In recent years, vaccine supplies have become an ongoing concern for U.S. health officials, doctors, and parents. From 2000 to 2003, the U.S. suffered a severe shortage in children’s vaccines.

Forty-nine states were forced to implement rationing programs for commonplace, but critical, vaccines for the mumps, measles and rubella.

In all, an estimated eight out of 11 vaccines for preventable diseases were not being produced in sufficient quantities to immunize American children.

Elected officials were rightly worried that the shortage would have caused a public health crisis had there been an outbreak of even routine childhood diseases.

In 2001, Democratic Rep. Peter DeFazio of Oregon introduced legislation that would have allowed the government to declare a “public health emergency” based on vaccine shortages and then seize vaccines from pharmaceuticals.

DeFazio asserted that it had become clear that a “market driven system for delivering vaccine doesn’t work when there’s a shortage or outbreak.” DeFazio was correct to emphasize the risks of a vaccine shortage, but his targeting of the free market was off base.

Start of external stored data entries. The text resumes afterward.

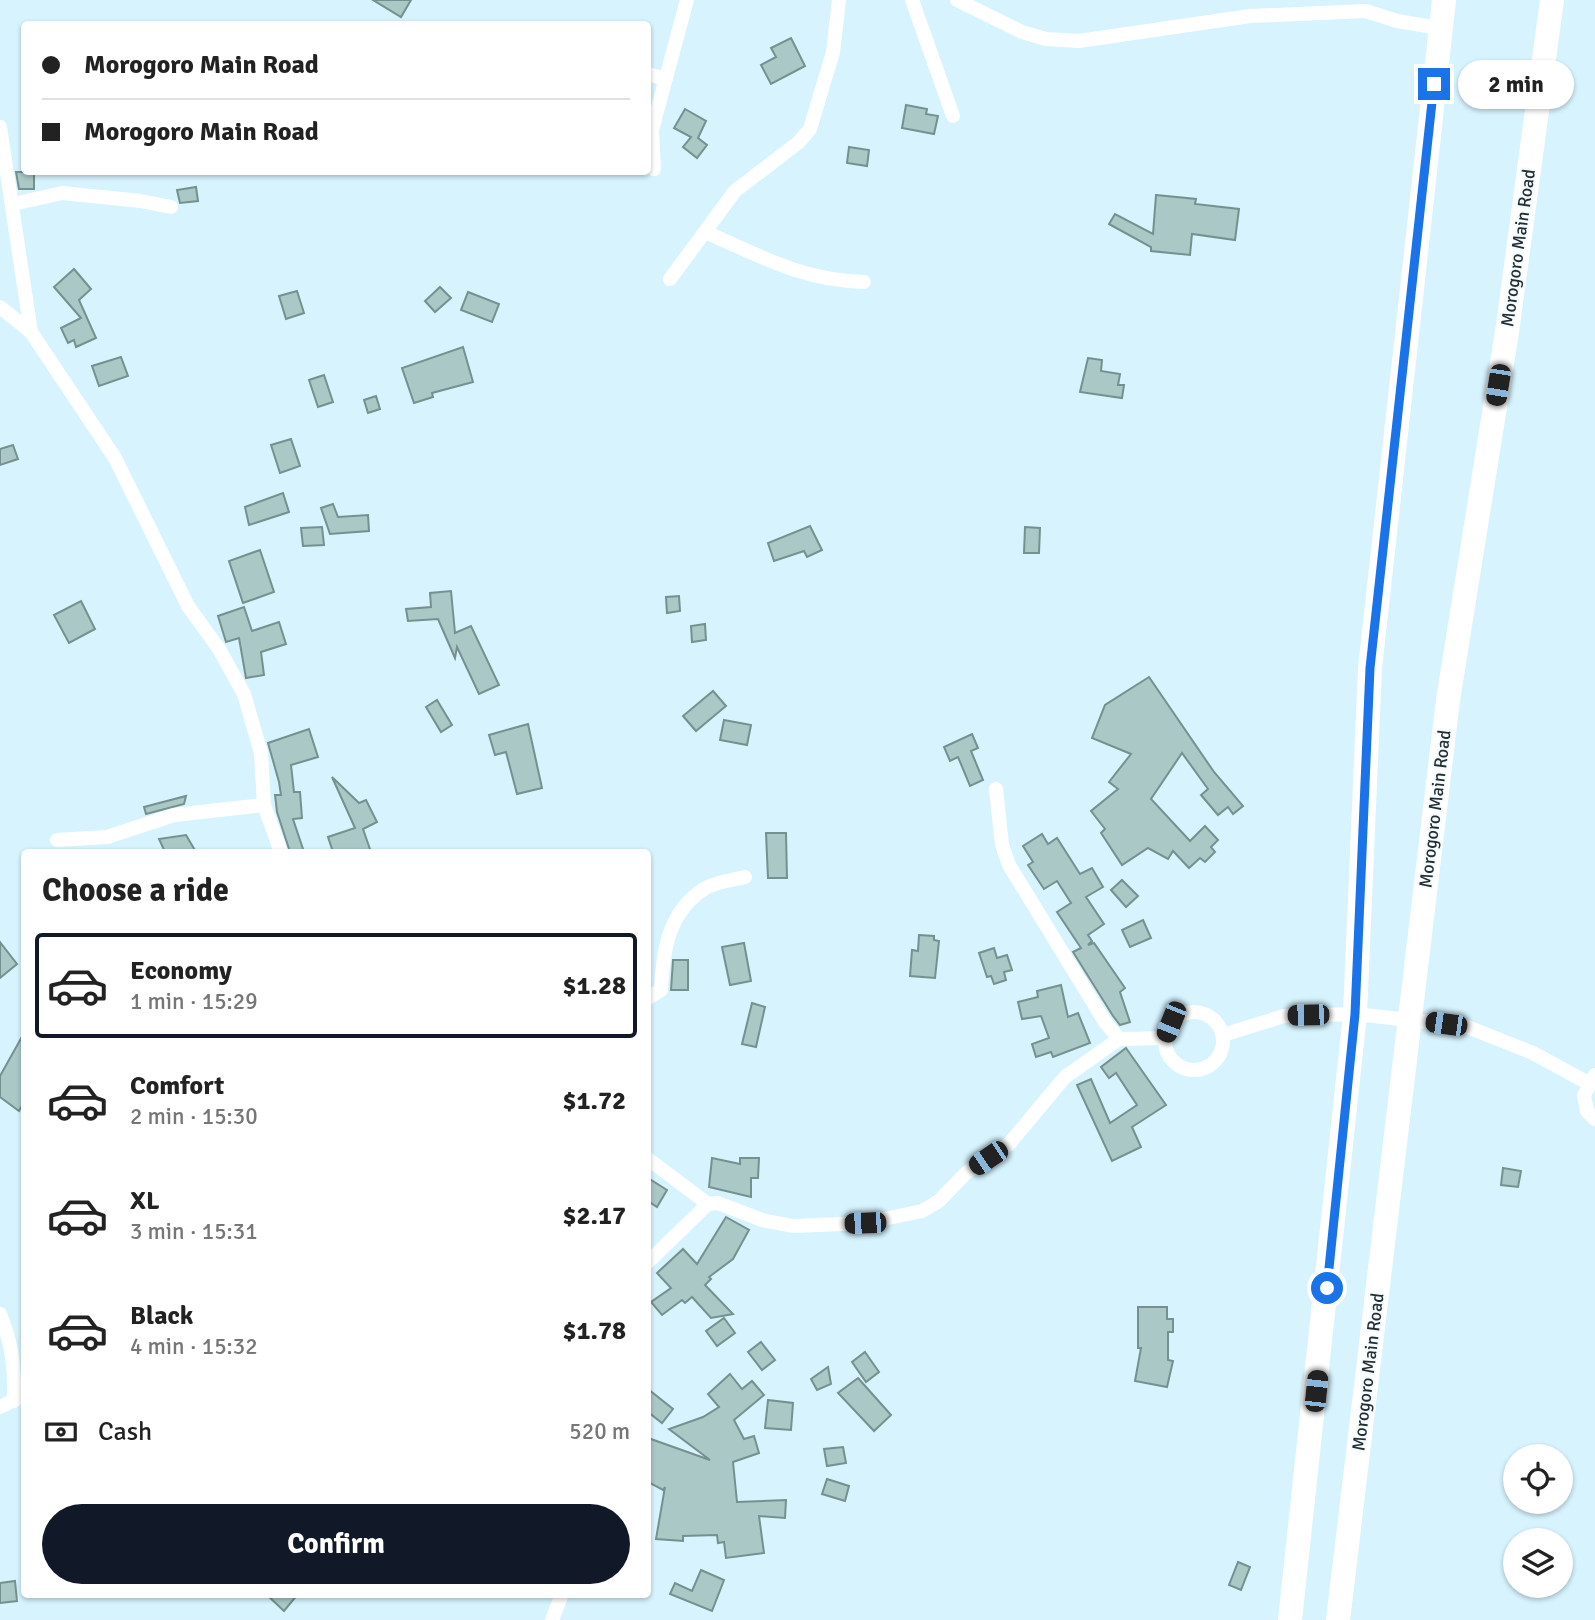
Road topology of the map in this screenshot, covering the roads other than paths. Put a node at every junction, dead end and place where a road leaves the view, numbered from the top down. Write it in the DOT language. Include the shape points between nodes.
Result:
graph roads {
  1 [pos="687,0"];
  2 [pos="839,0"];
  3 [pos="912,0"];
  4 [pos="957,0"];
  5 [pos="1444,0"];
  6 [pos="1552,0"];
  7 [pos="1440,28"];
  8 [pos="651,75"];
  9 [pos="665,79"];
  10 [pos="954,116"];
  11 [pos="0,127"];
  12 [pos="654,169"];
  13 [pos="13,204"];
  14 [pos="170,208"];
  15 [pos="705,232"];
  16 [pos="670,279"];
  17 [pos="864,282"];
  18 [pos="0,307"];
  19 [pos="31,332"];
  20 [pos="996,789"];
  21 [pos="264,805"];
  22 [pos="57,841"];
  23 [pos="280,849"];
  24 [pos="745,877"];
  25 [pos="651,996"];
  26 [pos="1355,1014"];
  27 [pos="1409,1019"];
  28 [pos="1223,1035"];
  29 [pos="1165,1038"];
  30 [pos="1119,1039"];
  31 [pos="1592,1079"];
  32 [pos="1595,1119"];
  33 [pos="651,1160"];
  34 [pos="708,1204"];
  35 [pos="651,1259"];
  36 [pos="0,1314"];
  37 [pos="19,1398"];
  38 [pos="0,1407"];
  39 [pos="560,1598"];
  40 [pos="552,1620"];
  41 [pos="1290,1620"];
  42 [pos="1338,1620"];
  1 -- 9 [label="street"];
  2 -- 15 [label="street" via="833,52 810,129 735,191"];
  3 -- 10 [label="street"];
  4 -- 7 [label="street" via="1023,32 1079,41 1250,16 1366,11"];
  5 -- 7 [label="highway"];
  6 -- 27 [label="highway, Morogoro Main Road" via="1507,332 1448,701"];
  7 -- 26 [label="highway" via="1370,668"];
  8 -- 9 [label="street"];
  9 -- 12 [label="street" via="652,130"];
  11 -- 13 [label="street"];
  13 -- 14 [label="street" via="62,193"];
  13 -- 19 [label="street"];
  15 -- 16 [label="street"];
  15 -- 17 [label="street" via="782,268 842,282"];
  18 -- 19 [label="street"];
  19 -- 21 [label="street" via="115,458 188,606 244,694 261,753"];
  20 -- 30 [label="street" via="1002,845 1009,865"];
  21 -- 22 [label="street" via="174,816 107,837"];
  21 -- 23 [label="street"];
  24 -- 25 [label="street" via="704,888 674,918 663,957 662,990"];
  26 -- 27 [label="street"];
  26 -- 28 [label="street" via="1284,1016"];
  26 -- 41 [label="highway"];
  27 -- 31 [label="street" via="1465,1026"];
  27 -- 42 [label="highway, Morogoro Main Road"];
  28 -- 29 [label="street" via="1216,1020 1201,1012 1185,1012 1171,1022"];
  28 -- 29 [label="street" via="1218,1059 1196,1070 1173,1061"];
  29 -- 30 [label="street"];
  30 -- 34 [label="street" via="1065,1077 1009,1144 922,1211 865,1223 793,1226"];
  31 -- 32 [label="street" via="1584,1095 1587,1111"];
  33 -- 34 [label="street"];
  34 -- 35 [label="street"];
  36 -- 37 [label="street" via="10,1339"];
  37 -- 38 [label="street"];
  39 -- 40 [label="street"];
}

Ironically, the government’s own intervention sparked the sudden shortage. The Food and Drug Administration, which needlessly inhibited the vaccine supply, was at the heart of the problem.

One mistake was the FDA’s sudden decision in 1999 to ban all use of thimerosal in child vaccines. Thimerosal is necessary for preserving vaccines and has been used in the U.S. (and around the world) for decades. Although no study has ever found any ill effects associated with thimerosal, the FDA decided to ban the substance because it contains trace elements of ethyl mercury.

The American Academy of Pediatrics hesitantly supported the ban, provided it didn’t reduce the number of child vaccinations—a danger the AAP found far outweighed any unknown potential risk of thimerosal.

The effects of the new requirements were too drastic for many pharmaceutical companies. Aventis Pasteur had to switch production of DTaP, a vaccine for diphtheria, tetanus, and pertussis (whooping cough) given primarily to babies, from multidose vials to tiny single shot vials to eliminate thimerosal but maintain the vaccine’s shelf life.

The new requirement cost Aventis two years of development effort but also decreased the company’s vaccine production capability by 25%. Another pharmaceutical maker, Wyeth, was unable to meet the thimerosal requirements, contributing to its decision to stop producing DTaP altogether.

The decision of even one company to stop making a particular vaccine can spark a crisis. Wyeth’s exit from the DTaP market had large repercussions because the company produced about a third of the nation’s DTaP supply.

That case would not be an exception. There are only four pharmaceutical companies that provide nearly all of the childhood vaccines used in the U.S.—Merck (U.S.), Wyeth Pharmaceuticals (U.S.), Aventis Pasteur (France) and GlaxoSmithKline (United Kingdom).

With so few companies producing vaccines, the U.S. is highly susceptible to sudden vaccine shortages and equally sudden price spikes. Instead of encouraging new companies to enter the vaccine market, the FDA’s expensive and time consuming approval process—as well as its cumbersome manufacturing regulations—discourages new companies from making vaccines and may even further decrease the total number of vaccine producers.

Barely 100 years ago, more than one in 10 American infants died from vaccine-preventable diseases. Since the introduction of vaccines, the incidence of these diseases has dropped by 99%.

Under present law, the FDA is responsible for ensuring that these vaccines are effective and safe. But the FDA has an equal responsibility to ensure that it does not hinder the market’s ability to deliver enough vaccines to protect every American child in need.